EXERCISE BRIEF: Search the entries for the word "graph". Copy every line where it turns up.

MATERIAL FOR THIS TASK:
*** Begin section ***

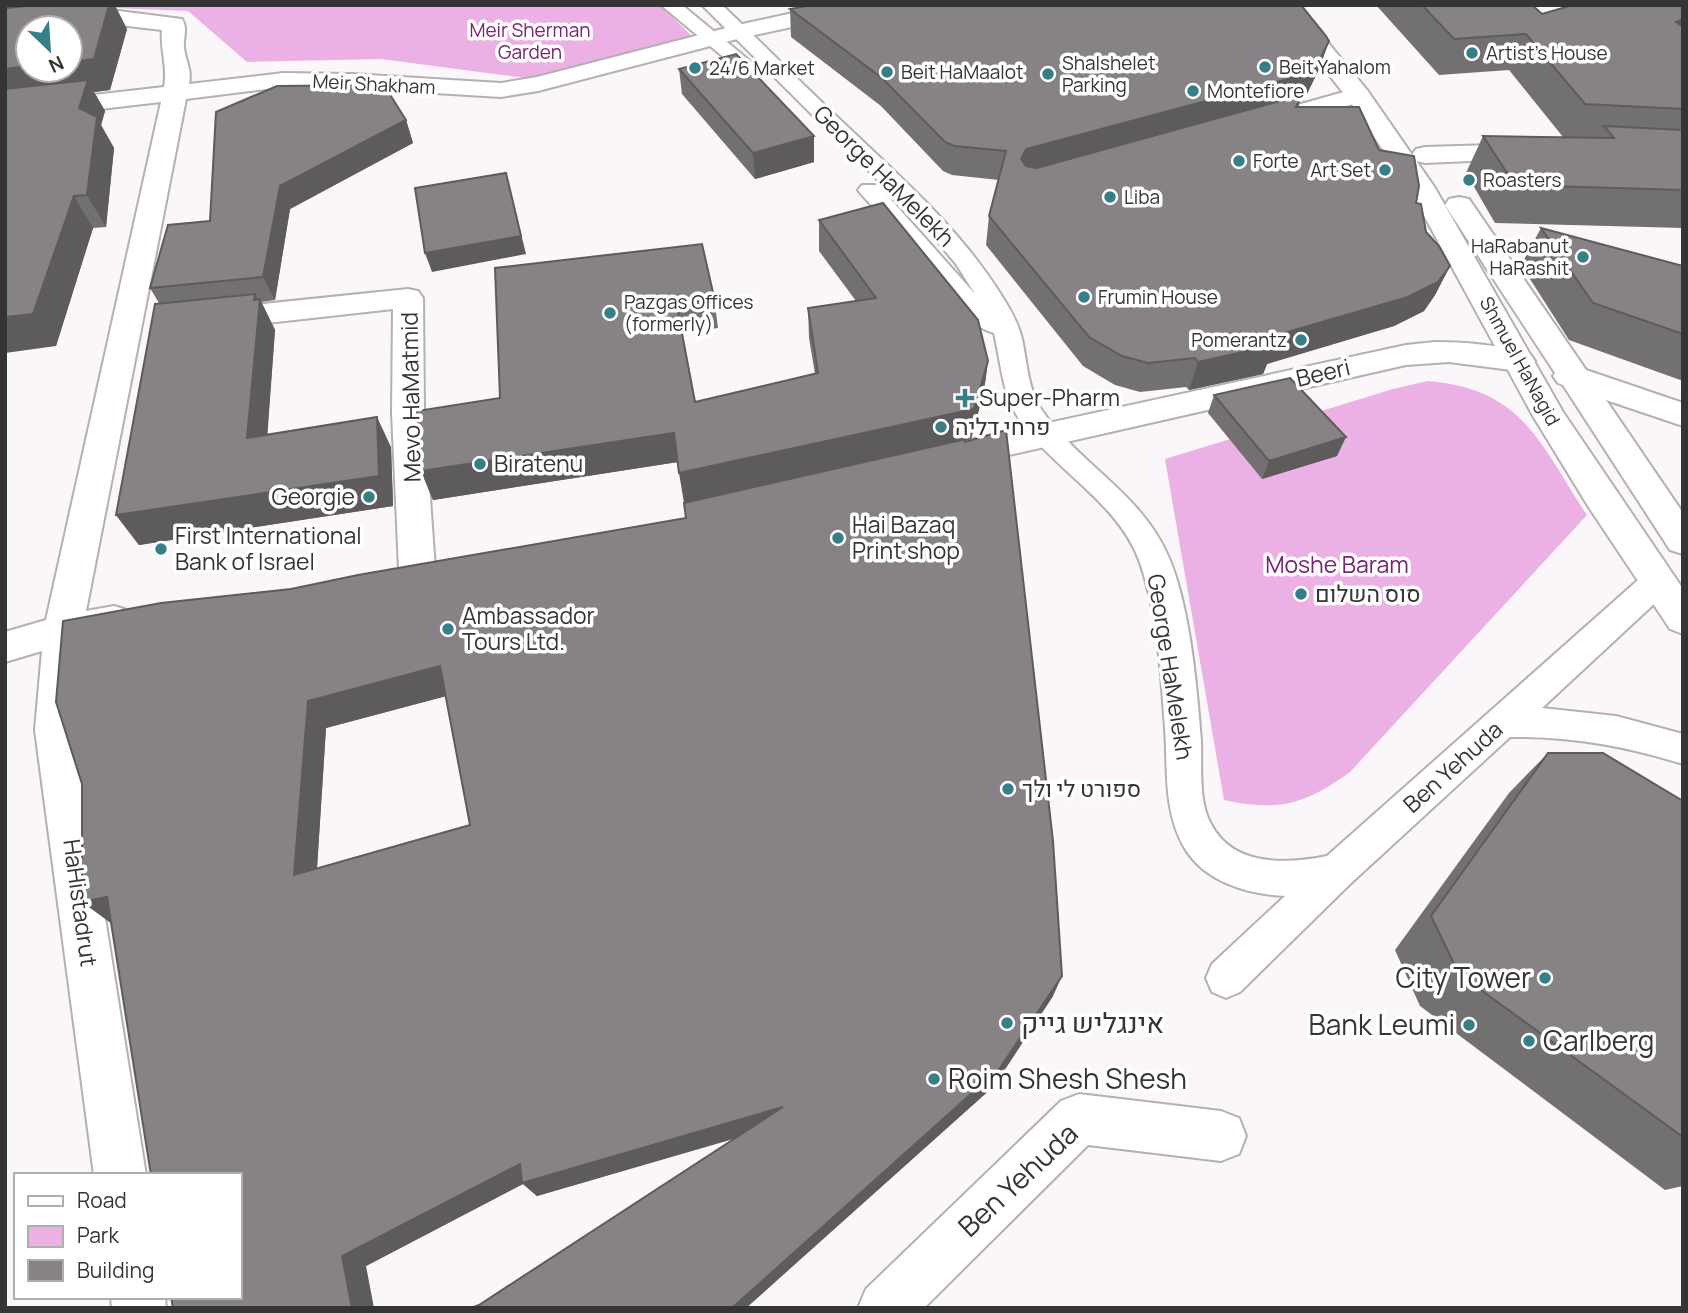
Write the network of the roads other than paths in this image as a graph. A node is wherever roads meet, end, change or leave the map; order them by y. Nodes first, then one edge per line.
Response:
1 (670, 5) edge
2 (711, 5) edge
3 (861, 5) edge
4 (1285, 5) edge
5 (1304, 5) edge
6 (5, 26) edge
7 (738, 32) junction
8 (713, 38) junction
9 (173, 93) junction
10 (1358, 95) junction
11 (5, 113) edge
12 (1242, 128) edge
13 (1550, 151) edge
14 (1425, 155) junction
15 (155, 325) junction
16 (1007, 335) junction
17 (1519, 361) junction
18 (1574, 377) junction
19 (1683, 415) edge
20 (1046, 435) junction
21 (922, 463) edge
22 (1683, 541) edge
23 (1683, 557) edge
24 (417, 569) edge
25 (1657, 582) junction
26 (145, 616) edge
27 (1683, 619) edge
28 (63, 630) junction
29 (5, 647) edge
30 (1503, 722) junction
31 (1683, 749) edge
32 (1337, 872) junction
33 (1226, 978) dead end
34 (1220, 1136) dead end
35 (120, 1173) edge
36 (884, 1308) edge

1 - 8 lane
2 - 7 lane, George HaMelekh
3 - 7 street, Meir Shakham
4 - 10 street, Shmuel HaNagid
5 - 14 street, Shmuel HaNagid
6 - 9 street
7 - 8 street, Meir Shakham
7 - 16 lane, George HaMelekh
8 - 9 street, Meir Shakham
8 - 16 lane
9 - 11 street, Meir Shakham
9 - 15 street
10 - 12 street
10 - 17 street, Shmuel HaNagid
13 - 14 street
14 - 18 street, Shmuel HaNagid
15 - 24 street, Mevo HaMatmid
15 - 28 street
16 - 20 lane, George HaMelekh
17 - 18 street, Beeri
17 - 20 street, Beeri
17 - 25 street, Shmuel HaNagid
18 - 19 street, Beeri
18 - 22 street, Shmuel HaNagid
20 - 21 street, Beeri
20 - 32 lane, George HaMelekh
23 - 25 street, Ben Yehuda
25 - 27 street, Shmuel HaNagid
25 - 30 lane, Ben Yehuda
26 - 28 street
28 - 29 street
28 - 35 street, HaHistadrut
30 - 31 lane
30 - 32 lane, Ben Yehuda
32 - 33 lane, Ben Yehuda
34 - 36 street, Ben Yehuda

*** End section ***
*** Begin section ***

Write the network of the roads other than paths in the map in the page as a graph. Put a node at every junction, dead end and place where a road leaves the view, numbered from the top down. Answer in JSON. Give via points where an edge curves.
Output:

*** End section ***

WRITTEN ANSWER:
Write the network of the roads other than paths in this image as a graph. A node is wherever roads meet, end, change or leave the map; order them by y. Nodes first, then one edge per line.
Write the network of the roads other than paths in the map in the page as a graph. Put a node at every junction, dead end and place where a road leaves the view, numbered from the top down. Answer in JSON. Give via points where an edge curves.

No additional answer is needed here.